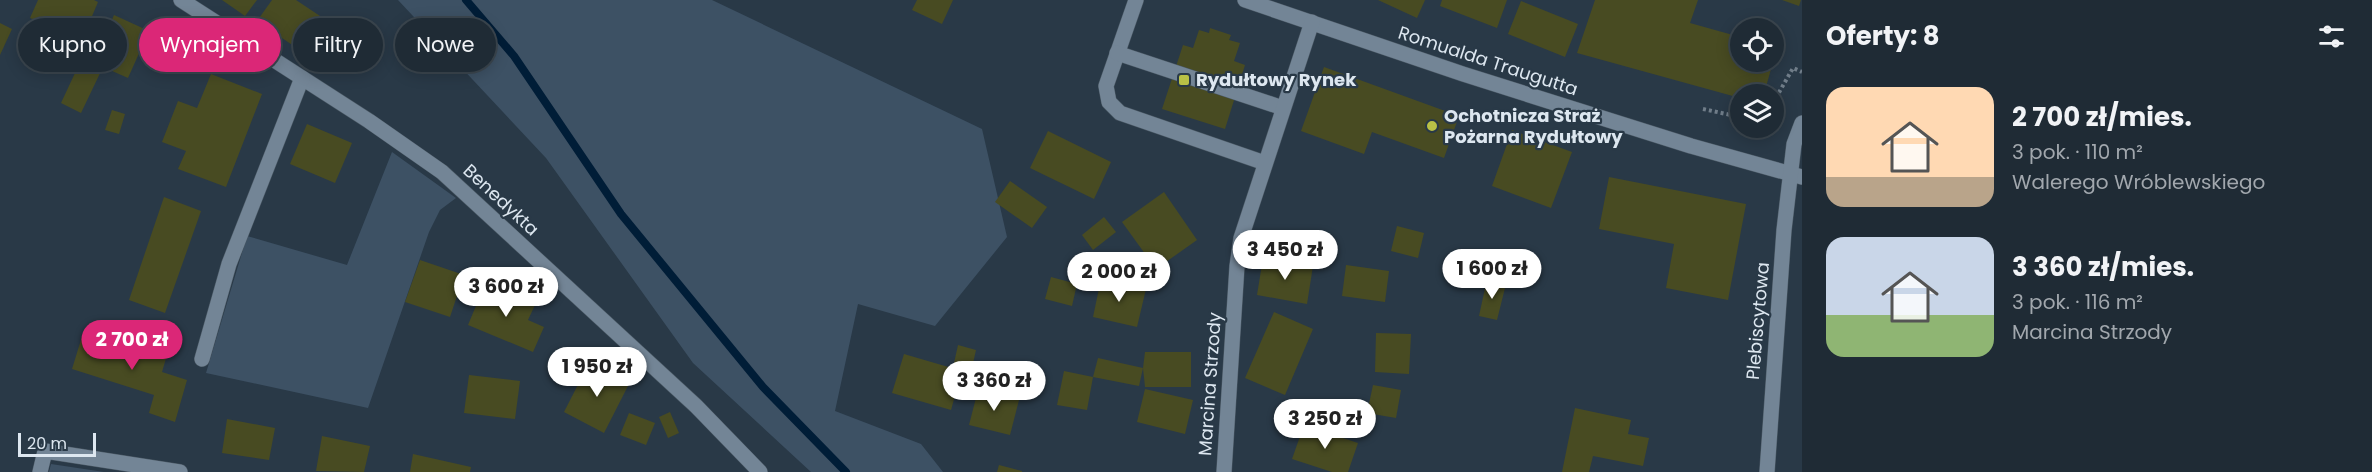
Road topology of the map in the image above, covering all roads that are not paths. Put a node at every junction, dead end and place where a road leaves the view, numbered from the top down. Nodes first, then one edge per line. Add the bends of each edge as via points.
1 (181, 0) edge
2 (1136, 0) edge
3 (1245, 0) edge
4 (1312, 22) junction
5 (1117, 53) junction
6 (302, 78) junction
7 (1283, 108) junction
8 (1802, 123) edge
9 (1265, 163) junction
10 (1796, 175) edge
11 (202, 359) dead end
12 (40, 472) edge
13 (180, 472) edge
14 (760, 472) edge
15 (1224, 472) edge
16 (1767, 472) edge

1 - 6 street, Benedykta
2 - 5 street
3 - 4 street, Romualda Traugutta
4 - 7 street, Marcina Strzody
4 - 10 street, Romualda Traugutta via 1473,78
5 - 7 street
5 - 9 street via 1106,86 1109,102 1120,113
6 - 11 street via 229,264
6 - 14 street, Benedykta via 442,172 696,406
7 - 9 street, Marcina Strzody
8 - 10 street, Plebiscytowa via 1794,144
9 - 15 street, Marcina Strzody via 1237,266
10 - 16 street, Plebiscytowa
12 - 13 street via 45,451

• • •

- **Exercise**: Repeat every line above exactly, but omit all images.

- **Written response**:
Road topology of the map in the image above, covering all roads that are not paths. Put a node at every junction, dead end and place where a road leaves the view, numbered from the top down. Nodes first, then one edge per line. Add the bends of each edge as via points.
1 (181, 0) edge
2 (1136, 0) edge
3 (1245, 0) edge
4 (1312, 22) junction
5 (1117, 53) junction
6 (302, 78) junction
7 (1283, 108) junction
8 (1802, 123) edge
9 (1265, 163) junction
10 (1796, 175) edge
11 (202, 359) dead end
12 (40, 472) edge
13 (180, 472) edge
14 (760, 472) edge
15 (1224, 472) edge
16 (1767, 472) edge

1 - 6 street, Benedykta
2 - 5 street
3 - 4 street, Romualda Traugutta
4 - 7 street, Marcina Strzody
4 - 10 street, Romualda Traugutta via 1473,78
5 - 7 street
5 - 9 street via 1106,86 1109,102 1120,113
6 - 11 street via 229,264
6 - 14 street, Benedykta via 442,172 696,406
7 - 9 street, Marcina Strzody
8 - 10 street, Plebiscytowa via 1794,144
9 - 15 street, Marcina Strzody via 1237,266
10 - 16 street, Plebiscytowa
12 - 13 street via 45,451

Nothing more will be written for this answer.